Investor Sentiment: Uncertainty and Volatility The likelihood that European governments will need to borrow more - perhaps jointly - to fund higher defense spending demanded by Trump is another new factor to consider. Some investors are wary of betting on a sustained rally in the common currency, citing uncertainty from trade and headwinds.
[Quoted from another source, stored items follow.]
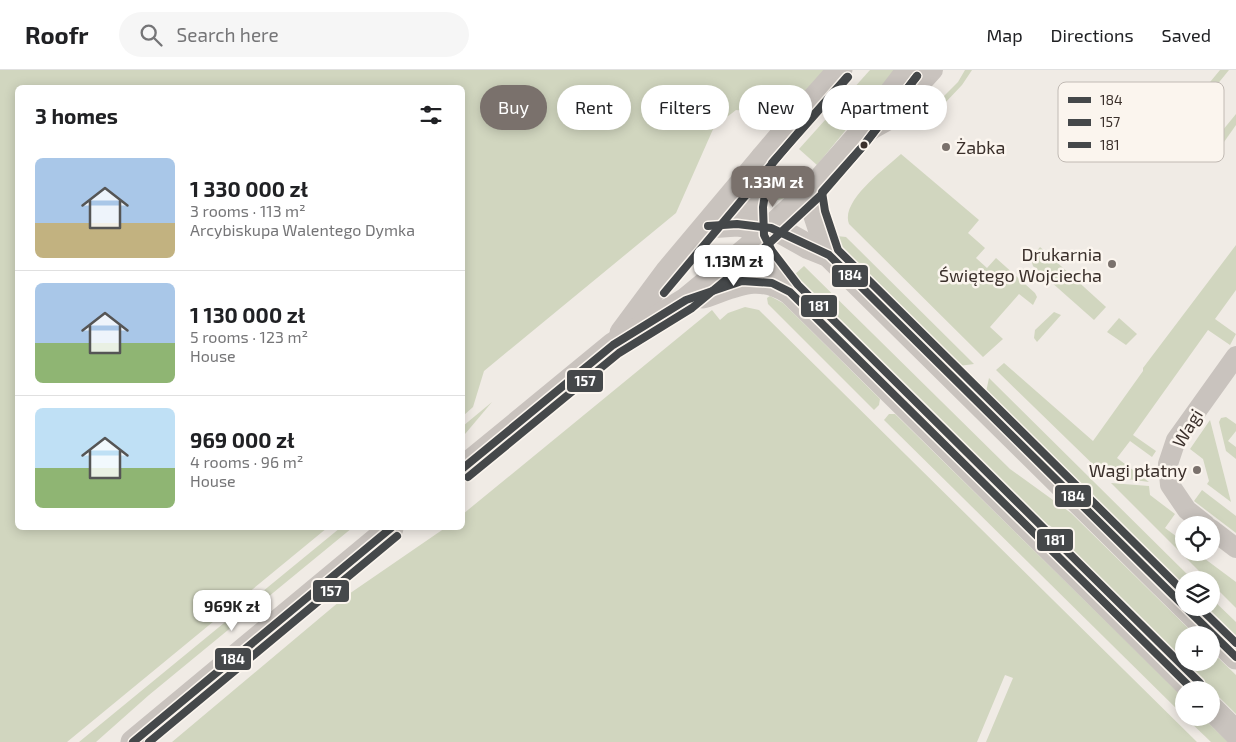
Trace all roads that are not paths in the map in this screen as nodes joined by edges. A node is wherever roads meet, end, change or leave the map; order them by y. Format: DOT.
graph roads {
  1 [pos="840,70"];
  2 [pos="910,70"];
  3 [pos="933,70"];
  4 [pos="856,139"];
  5 [pos="763,158"];
  6 [pos="812,189"];
  7 [pos="708,226"];
  8 [pos="760,232"];
  9 [pos="829,255"];
  10 [pos="790,292"];
  11 [pos="686,300"];
  12 [pos="612,345"];
  13 [pos="1236,356"];
  14 [pos="465,466"];
  15 [pos="1195,516"];
  16 [pos="389,530"];
  17 [pos="1220,536"];
  18 [pos="1236,548"];
  19 [pos="1175,597"];
  20 [pos="1194,616"];
  21 [pos="1236,657"];
  22 [pos="1184,681"];
  23 [pos="1220,717"];
  24 [pos="1236,733"];
  25 [pos="133,742"];
  1 -- 5 [label="street"];
  2 -- 4 [label="street"];
  3 -- 4 [label="street"];
  4 -- 6 [label="street"];
  5 -- 7 [label="street"];
  5 -- 8 [label="street"];
  6 -- 8 [label="street"];
  6 -- 9 [label="street"];
  7 -- 8 [label="street"];
  7 -- 12 [label="street"];
  8 -- 9 [label="street"];
  8 -- 10 [label="street"];
  8 -- 11 [label="street"];
  9 -- 19 [label="street"];
  10 -- 11 [label="street"];
  10 -- 22 [label="street"];
  11 -- 12 [label="street"];
  12 -- 14 [label="street"];
  13 -- 15 [label="street, Wagi"];
  16 -- 25 [label="street"];
  17 -- 18 [label="street"];
  20 -- 21 [label="street"];
  23 -- 24 [label="street"];
}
What It Means for Investors and Markets The divergence in inflation forecasts has significant implications for investors and markets. Traders now expect about 55 bps of Federal Reserve rate cuts this year, after previously expecting just one 25 bp reduction. Pricing for the European Central Bank has changed less, with 85 bps of cuts anticipated.
Expert Insights: Reassurance from Consistent Inflation Expectations Felices at PGIM takes solace from the fact inflation expectations are not too far away from 2%, especially given the Fed targets the personal consumption expenditures index, which tends to be lower than CPI. "That these numbers are still pretty consistent with inflation targets is very reassuring," he said.
Conclusion: A Complex and Volatile Market Environment The sharp divergence in inflation forecasts between the U.S. and euro zone reflects a complex and volatile market environment. Investors must carefully consider multiple factors, including growth differentials, tariff threats, and energy prices, when making investment decisions.